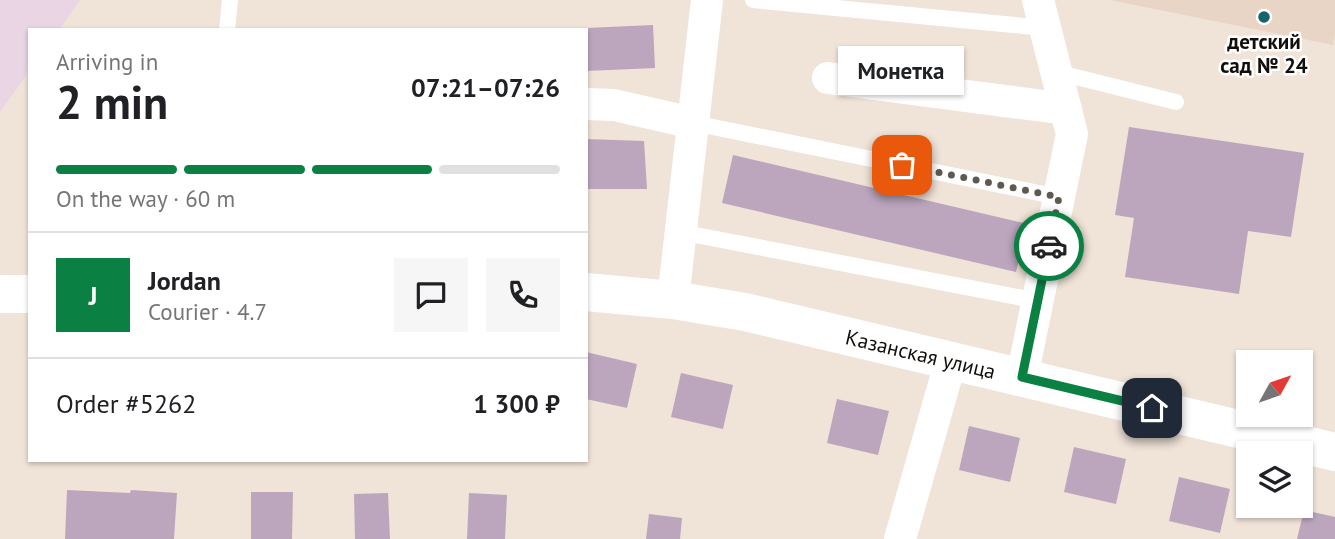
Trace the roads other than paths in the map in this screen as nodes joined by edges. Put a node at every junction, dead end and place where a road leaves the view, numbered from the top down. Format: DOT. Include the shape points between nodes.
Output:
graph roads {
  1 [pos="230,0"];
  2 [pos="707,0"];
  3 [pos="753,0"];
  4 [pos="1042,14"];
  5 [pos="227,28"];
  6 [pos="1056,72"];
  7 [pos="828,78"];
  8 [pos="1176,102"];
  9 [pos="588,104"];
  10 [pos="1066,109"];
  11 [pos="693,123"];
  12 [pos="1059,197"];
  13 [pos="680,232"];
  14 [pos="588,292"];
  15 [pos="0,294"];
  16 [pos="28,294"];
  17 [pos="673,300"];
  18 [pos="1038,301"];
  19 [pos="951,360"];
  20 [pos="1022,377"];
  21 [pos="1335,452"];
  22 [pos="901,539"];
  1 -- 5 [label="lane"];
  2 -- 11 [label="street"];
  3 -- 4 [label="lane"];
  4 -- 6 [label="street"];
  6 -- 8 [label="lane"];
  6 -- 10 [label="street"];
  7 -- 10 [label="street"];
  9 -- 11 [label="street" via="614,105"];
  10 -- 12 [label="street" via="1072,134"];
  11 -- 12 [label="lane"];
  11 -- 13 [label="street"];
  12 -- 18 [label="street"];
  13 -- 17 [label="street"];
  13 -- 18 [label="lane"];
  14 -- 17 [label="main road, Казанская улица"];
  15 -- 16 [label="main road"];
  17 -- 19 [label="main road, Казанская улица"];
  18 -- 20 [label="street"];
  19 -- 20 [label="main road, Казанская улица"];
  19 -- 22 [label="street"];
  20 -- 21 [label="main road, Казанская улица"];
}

* * *

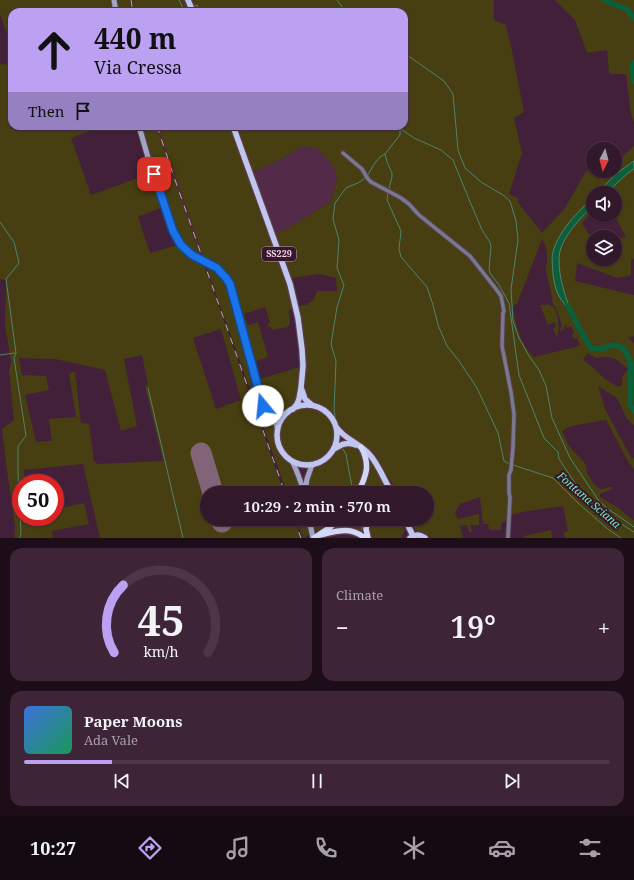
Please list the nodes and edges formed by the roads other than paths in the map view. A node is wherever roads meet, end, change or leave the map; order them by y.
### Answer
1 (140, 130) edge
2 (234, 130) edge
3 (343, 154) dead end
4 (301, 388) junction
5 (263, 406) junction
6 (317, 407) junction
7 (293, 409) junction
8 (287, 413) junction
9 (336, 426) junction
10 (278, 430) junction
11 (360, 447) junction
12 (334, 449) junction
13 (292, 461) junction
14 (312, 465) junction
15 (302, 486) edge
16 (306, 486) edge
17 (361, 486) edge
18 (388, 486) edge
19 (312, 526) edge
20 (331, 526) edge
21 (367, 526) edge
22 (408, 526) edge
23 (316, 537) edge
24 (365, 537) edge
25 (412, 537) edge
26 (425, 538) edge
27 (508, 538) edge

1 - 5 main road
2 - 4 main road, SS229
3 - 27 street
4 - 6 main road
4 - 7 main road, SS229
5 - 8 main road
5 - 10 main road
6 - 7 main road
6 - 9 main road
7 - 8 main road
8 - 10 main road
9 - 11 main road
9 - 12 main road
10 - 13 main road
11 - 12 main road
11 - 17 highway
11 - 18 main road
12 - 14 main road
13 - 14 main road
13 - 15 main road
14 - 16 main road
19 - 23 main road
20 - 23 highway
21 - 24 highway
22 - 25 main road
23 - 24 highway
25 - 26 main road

...

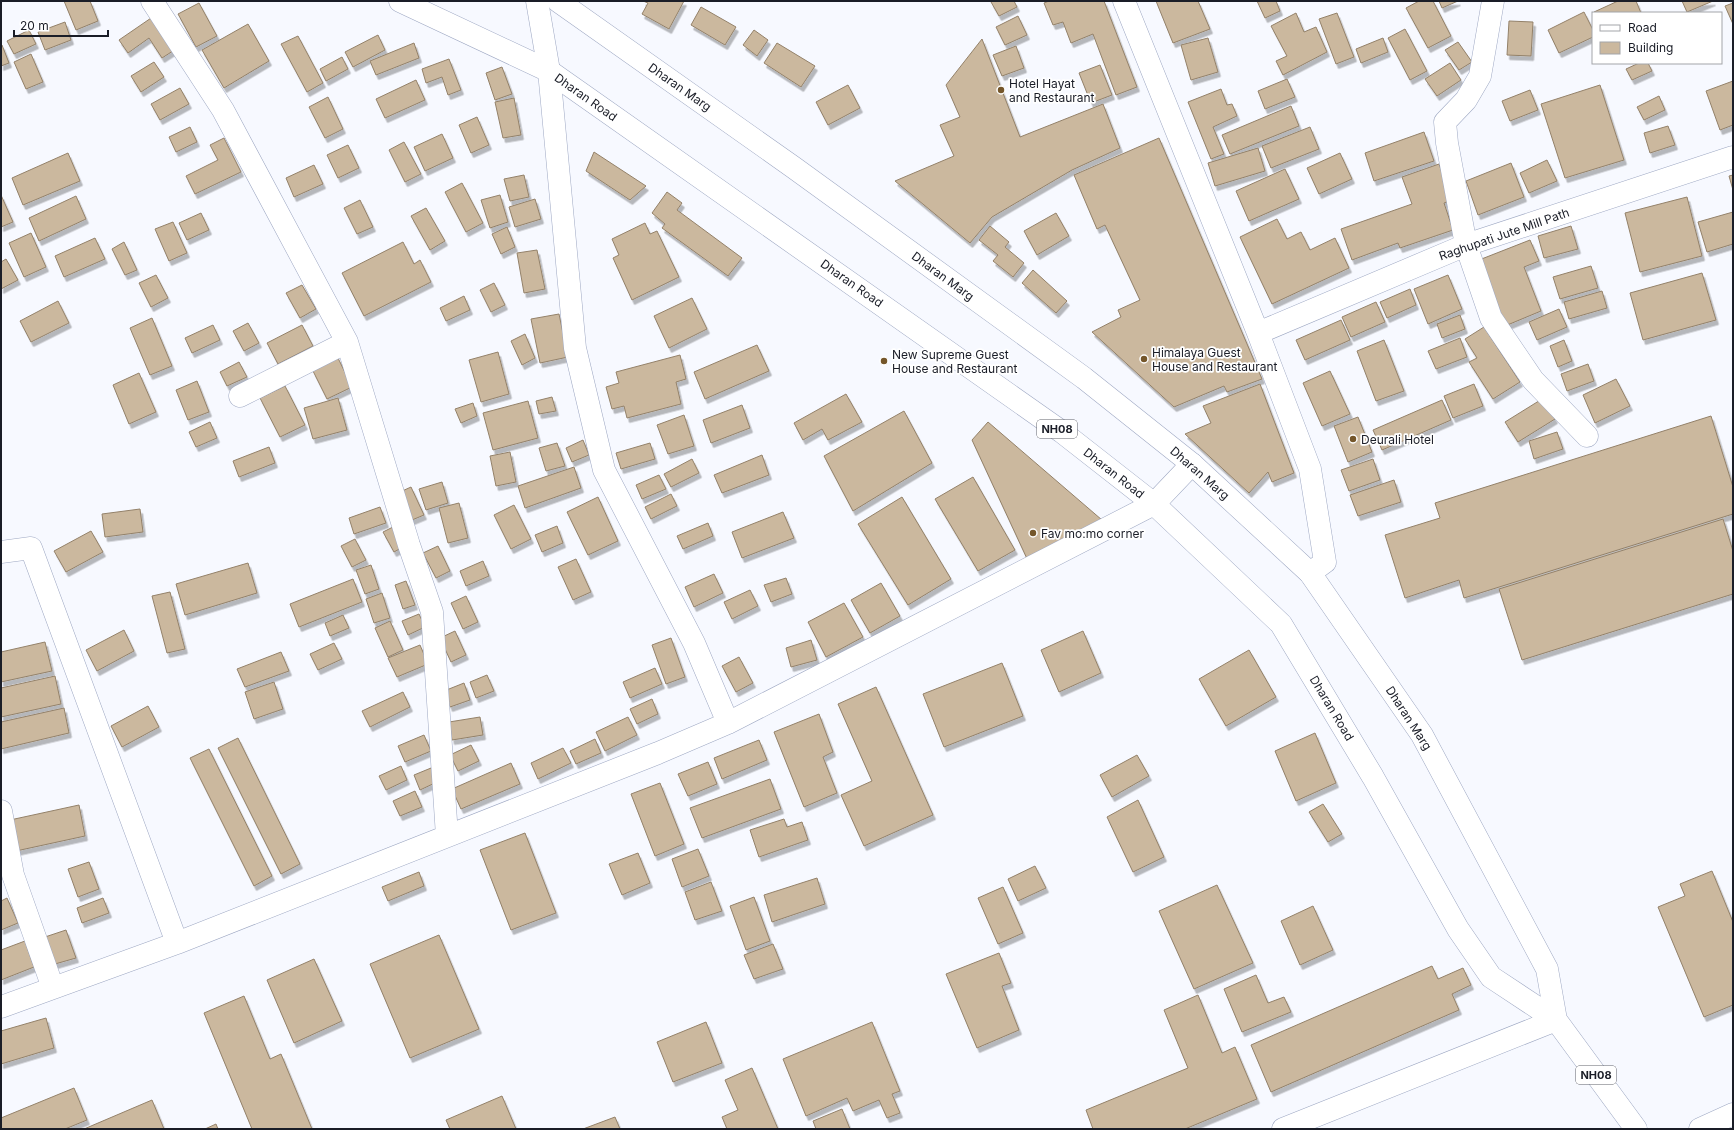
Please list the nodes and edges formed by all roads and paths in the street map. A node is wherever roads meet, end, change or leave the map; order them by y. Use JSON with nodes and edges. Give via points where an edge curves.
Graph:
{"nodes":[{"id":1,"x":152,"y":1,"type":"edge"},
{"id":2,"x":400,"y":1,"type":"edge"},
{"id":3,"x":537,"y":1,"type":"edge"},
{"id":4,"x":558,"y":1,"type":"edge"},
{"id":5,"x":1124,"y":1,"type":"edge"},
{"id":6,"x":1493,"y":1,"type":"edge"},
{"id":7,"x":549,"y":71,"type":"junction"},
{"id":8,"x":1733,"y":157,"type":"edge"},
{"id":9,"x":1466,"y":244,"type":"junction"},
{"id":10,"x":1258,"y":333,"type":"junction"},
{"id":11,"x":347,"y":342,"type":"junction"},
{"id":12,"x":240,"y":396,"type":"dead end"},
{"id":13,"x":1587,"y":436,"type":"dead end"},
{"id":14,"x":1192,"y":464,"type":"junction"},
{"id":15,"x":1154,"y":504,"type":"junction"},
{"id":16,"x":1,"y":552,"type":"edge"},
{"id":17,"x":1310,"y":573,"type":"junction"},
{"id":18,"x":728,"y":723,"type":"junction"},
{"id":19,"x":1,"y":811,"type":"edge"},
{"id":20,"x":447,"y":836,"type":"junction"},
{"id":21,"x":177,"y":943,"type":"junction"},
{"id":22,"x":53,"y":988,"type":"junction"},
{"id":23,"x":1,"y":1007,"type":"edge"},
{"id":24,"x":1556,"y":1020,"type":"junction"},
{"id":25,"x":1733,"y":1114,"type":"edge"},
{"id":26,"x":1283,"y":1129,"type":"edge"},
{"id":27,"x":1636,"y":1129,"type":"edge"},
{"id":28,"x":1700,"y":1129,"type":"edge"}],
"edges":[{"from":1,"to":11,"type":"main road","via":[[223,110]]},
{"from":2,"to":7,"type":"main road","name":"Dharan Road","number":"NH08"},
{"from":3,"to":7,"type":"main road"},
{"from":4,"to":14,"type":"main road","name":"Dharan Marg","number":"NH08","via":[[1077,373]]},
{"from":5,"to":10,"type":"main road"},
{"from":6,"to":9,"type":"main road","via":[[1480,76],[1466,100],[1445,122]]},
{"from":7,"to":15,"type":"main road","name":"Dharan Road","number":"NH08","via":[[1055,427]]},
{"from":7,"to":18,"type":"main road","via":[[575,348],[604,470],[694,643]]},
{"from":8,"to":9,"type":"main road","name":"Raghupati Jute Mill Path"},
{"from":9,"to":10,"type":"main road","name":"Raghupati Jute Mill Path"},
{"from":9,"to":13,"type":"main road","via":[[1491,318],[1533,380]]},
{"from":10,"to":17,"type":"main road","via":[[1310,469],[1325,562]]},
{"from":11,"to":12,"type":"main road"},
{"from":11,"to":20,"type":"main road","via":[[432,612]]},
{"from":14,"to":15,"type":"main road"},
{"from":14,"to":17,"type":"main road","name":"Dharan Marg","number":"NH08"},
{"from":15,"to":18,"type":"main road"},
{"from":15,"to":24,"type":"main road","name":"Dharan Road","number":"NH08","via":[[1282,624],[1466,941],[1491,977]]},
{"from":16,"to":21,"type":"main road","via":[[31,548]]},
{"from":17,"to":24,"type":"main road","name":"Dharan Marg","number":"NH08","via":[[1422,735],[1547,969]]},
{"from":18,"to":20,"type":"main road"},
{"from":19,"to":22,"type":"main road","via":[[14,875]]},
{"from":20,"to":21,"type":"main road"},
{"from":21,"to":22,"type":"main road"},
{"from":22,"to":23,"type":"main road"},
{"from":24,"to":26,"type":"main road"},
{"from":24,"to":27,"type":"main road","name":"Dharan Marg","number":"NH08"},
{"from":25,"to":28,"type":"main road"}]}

- Brief
From the entries above, tally every line holding the string "list". Give only the count.

- Output of the exercise
2